The multiple sclerosis associated CD226 risk variant alters vitamin D-induced human type I regulatory T cell differentiation by impairing LFA-1 activation

Multiple sclerosis (MS) is a complex inflammatory disease of the central nervous system (CNS), resulting from an intricate interplay between genetic predisposition and environmental factors. Vitamin D (VD) deficiency is one of the established risk factors for MS. CD46 costimulation of CD4+ T cells induces a switch from Th1 to type I regulatory cells (Tr1), characterized by increased IL-10 production. This switch is impaired in MS T cells but can be restored by VD, which also strongly promotes expression of CD226 on CD46-activated T cells.

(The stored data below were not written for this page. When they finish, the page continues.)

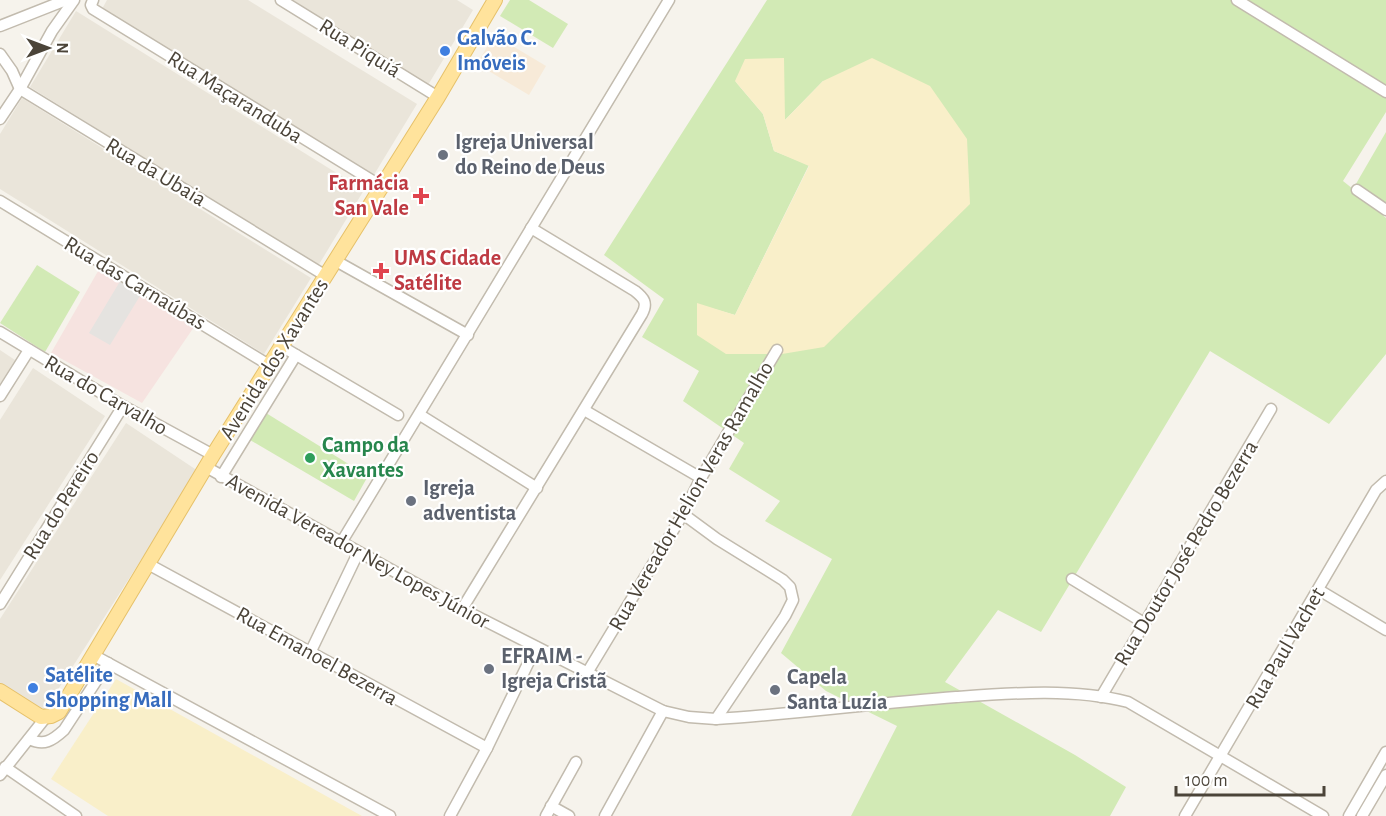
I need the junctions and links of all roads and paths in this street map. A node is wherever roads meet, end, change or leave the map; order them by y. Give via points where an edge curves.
1 (66, 0) edge
2 (74, 0) edge
3 (281, 0) edge
4 (669, 0) edge
5 (1237, 0) edge
6 (92, 1) edge
7 (492, 1) edge
8 (0, 26) edge
9 (0, 54) edge
10 (20, 89) junction
11 (1386, 92) edge
12 (438, 97) junction
13 (0, 119) edge
14 (381, 186) junction
15 (1357, 190) dead end
16 (0, 201) edge
17 (1386, 210) edge
18 (531, 228) junction
19 (336, 261) junction
20 (326, 276) junction
21 (0, 332) edge
22 (468, 335) junction
23 (281, 346) junction
24 (29, 350) junction
25 (777, 350) dead end
26 (296, 355) junction
27 (269, 365) junction
28 (260, 380) junction
29 (276, 389) junction
30 (0, 396) edge
31 (245, 403) junction
32 (123, 406) junction
33 (1271, 409) dead end
34 (584, 410) junction
35 (260, 412) junction
36 (398, 415) dead end
37 (420, 415) junction
38 (209, 461) junction
39 (221, 477) junction
40 (701, 478) junction
41 (1386, 481) edge
42 (537, 488) junction
43 (683, 514) junction
44 (341, 543) junction
45 (358, 553) junction
46 (148, 564) junction
47 (1072, 579) dead end
48 (1319, 590) junction
49 (0, 604) edge
50 (462, 609) junction
51 (1144, 623) junction
52 (1386, 630) edge
53 (536, 647) junction
54 (310, 652) junction
55 (93, 656) junction
56 (108, 663) junction
57 (587, 673) junction
58 (0, 691) edge
59 (1101, 697) junction
60 (663, 711) junction
61 (49, 716) junction
62 (716, 719) junction
63 (29, 739) junction
64 (487, 748) junction
65 (1386, 752) edge
66 (1221, 756) junction
67 (576, 762) dead end
68 (3, 771) edge
69 (1386, 775) edge
70 (548, 811) edge
71 (76, 816) edge
72 (390, 816) edge
73 (450, 816) edge
74 (569, 816) edge
75 (605, 816) edge
76 (1185, 816) edge
77 (1323, 816) edge
78 (1349, 816) edge
79 (1362, 816) edge

1 - 8 street
2 - 10 street
3 - 12 street, Rua Piquiá
4 - 18 street
5 - 11 street
6 - 14 street, Rua Maçaranduba via 93,9
7 - 12 main road, Avenida dos Xavantes
9 - 10 street
10 - 13 street
10 - 20 street, Rua da Ubaia
12 - 14 main road, Avenida dos Xavantes
14 - 19 main road, Avenida dos Xavantes
15 - 17 street
16 - 27 street, Rua das Carnaúbas
18 - 22 street
18 - 34 street via 645,300 642,314
19 - 20 main road, Avenida dos Xavantes
19 - 22 street
20 - 23 main road, Avenida dos Xavantes
21 - 24 street, Rua do Carvalho
22 - 37 street
23 - 26 street
23 - 27 main road, Avenida dos Xavantes
24 - 30 street
24 - 32 street, Rua do Carvalho
25 - 40 street, Rua Vereador Helion Veras Ramalho
26 - 29 street, Avenida dos Xavantes
26 - 36 street
27 - 28 main road, Avenida dos Xavantes
28 - 29 street
28 - 31 main road, Avenida dos Xavantes
29 - 35 street, Avenida dos Xavantes
31 - 35 street
31 - 38 main road, Avenida dos Xavantes
32 - 38 street, Rua do Carvalho
32 - 49 street, Rua do Pereiro
33 - 51 street, Rua Doutor José Pedro Bezerra
34 - 40 street
34 - 42 street
35 - 39 street, Avenida dos Xavantes
37 - 42 street
37 - 44 street
38 - 39 street, Avenida Vereador Ney Lopes Júnior
38 - 46 main road, Avenida dos Xavantes
39 - 44 street, Avenida Vereador Ney Lopes Júnior
40 - 43 street, Rua Vereador Helion Veras Ramalho
41 - 48 street, Rua Paul Vachet via 1376,490
42 - 50 street
43 - 57 street, Rua Vereador Helion Veras Ramalho
43 - 62 street via 783,580 793,593 785,616
44 - 45 street, Avenida Vereador Ney Lopes Júnior
45 - 50 street, Avenida Vereador Ney Lopes Júnior
45 - 54 street
46 - 54 street, Rua Emanoel Bezerra
46 - 55 main road, Avenida dos Xavantes
47 - 51 street
48 - 52 street
48 - 66 street, Rua Paul Vachet
50 - 53 street, Avenida Vereador Ney Lopes Júnior
51 - 59 street, Rua Doutor José Pedro Bezerra
53 - 57 street, Avenida Vereador Ney Lopes Júnior
53 - 64 street
54 - 64 street, Rua Emanoel Bezerra
55 - 56 street
55 - 61 main road, Avenida dos Xavantes via 59,712
56 - 63 street via 64,730 44,743
56 - 72 street
57 - 60 street, Avenida Vereador Ney Lopes Júnior
58 - 61 main road via 41,717
59 - 62 street, Avenida Vereador Ney Lopes Júnior via 995,694
59 - 66 street, Avenida Vereador Ney Lopes Júnior via 1128,702
60 - 62 street, Avenida Vereador Ney Lopes Júnior
60 - 75 street
61 - 63 street
63 - 68 street
64 - 73 street
65 - 78 street
66 - 76 street, Rua Paul Vachet
66 - 77 street, Avenida Vereador Ney Lopes Júnior
67 - 70 street
68 - 71 street
69 - 79 street
70 - 74 street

The rs763361 polymorphism in the CD226 gene, resulting in a non-synonymous Gly307Ser variant, is associated with increased risk for MS. Herein, we show that expression of this CD226 risk allele disrupts the ability of CD46-activated T cells to operate the IFNγ/IL-10 switch upon VD exposure. Mechanistically, the risk variant impairs activation of the integrin LFA-1, which sustains homotypic adhesion associated with acquisition of the Tr1 phenotype. LFA-1-mediated Tr1 differentiation is also impaired in MS T cells expressing the CD226 risk allele upon CD46 and VD stimulation. Our study unveils how, in the context of MS susceptibility, a genetic polymorphism and an environmental factor act in concert to control the differentiation of Tr1 cells.